CUDA out of memory on Nvidia A10G + Codellama on HuggingFace Spaces


The 2xA10G large already provide 48GB VRAM, but out of memory still occurred, how could I fix this?

torch.cuda.OutOfMemoryError: CUDA out of memory. Tried to allocate 896.00 MiB. GPU 0 has a total capacty of 21.99 GiB of which 599.00 MiB is free. Process 252091 has 21.39 GiB memory in use. Of the allocated memory 20.77 GiB is allocated by PyTorch, and 345.35 MiB is reserved by PyTorch but unallocated. If reserved but unallocated memory is large try setting max_split_size_mb to avoid fragmentation.  See documentation for Memory Management and PYTORCH_CUDA_ALLOC_CONF

Hey @lkthomas!
Which version of the model do you use in terms of the number of parameters?
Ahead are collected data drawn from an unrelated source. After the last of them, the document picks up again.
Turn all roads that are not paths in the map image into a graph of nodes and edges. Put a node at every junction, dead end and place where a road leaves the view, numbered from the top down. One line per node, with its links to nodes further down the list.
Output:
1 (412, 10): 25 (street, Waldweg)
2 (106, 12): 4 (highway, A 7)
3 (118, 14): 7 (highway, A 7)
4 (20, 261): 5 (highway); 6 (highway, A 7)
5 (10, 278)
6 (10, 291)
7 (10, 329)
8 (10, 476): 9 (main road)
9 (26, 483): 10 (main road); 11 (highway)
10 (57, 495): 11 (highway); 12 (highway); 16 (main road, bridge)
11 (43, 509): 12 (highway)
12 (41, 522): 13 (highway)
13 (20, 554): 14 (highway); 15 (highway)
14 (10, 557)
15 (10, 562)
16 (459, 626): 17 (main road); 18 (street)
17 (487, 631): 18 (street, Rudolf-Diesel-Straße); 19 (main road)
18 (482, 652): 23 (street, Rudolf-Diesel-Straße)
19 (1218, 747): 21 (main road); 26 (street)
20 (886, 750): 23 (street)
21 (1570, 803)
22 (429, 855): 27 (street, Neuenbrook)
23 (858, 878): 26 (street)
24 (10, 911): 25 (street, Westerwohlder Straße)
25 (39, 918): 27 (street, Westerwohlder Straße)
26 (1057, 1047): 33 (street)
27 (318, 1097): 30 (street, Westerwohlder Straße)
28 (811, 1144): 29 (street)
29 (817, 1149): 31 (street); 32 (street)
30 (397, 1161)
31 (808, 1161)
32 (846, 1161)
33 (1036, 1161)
The 70B version? (I think this needs around 140GB)
If this is the case, you can try a smaller model or load the model using a bits and bytes configuration with a smaller precision.

let me test out codellama/CodeLlama-7b-Python-hf and see if it works; And how could I config the “bites and bytes” on Spaces setting?

For me, the performance of most 7b models is good enough. I have to admit that I have never used the code llama.

bitsandbytes
Probably you first need to install it and maybe restart the notebook kernel afterwards.

pip install bitsandbytes

Here is a good blog post that refers to codellama in general.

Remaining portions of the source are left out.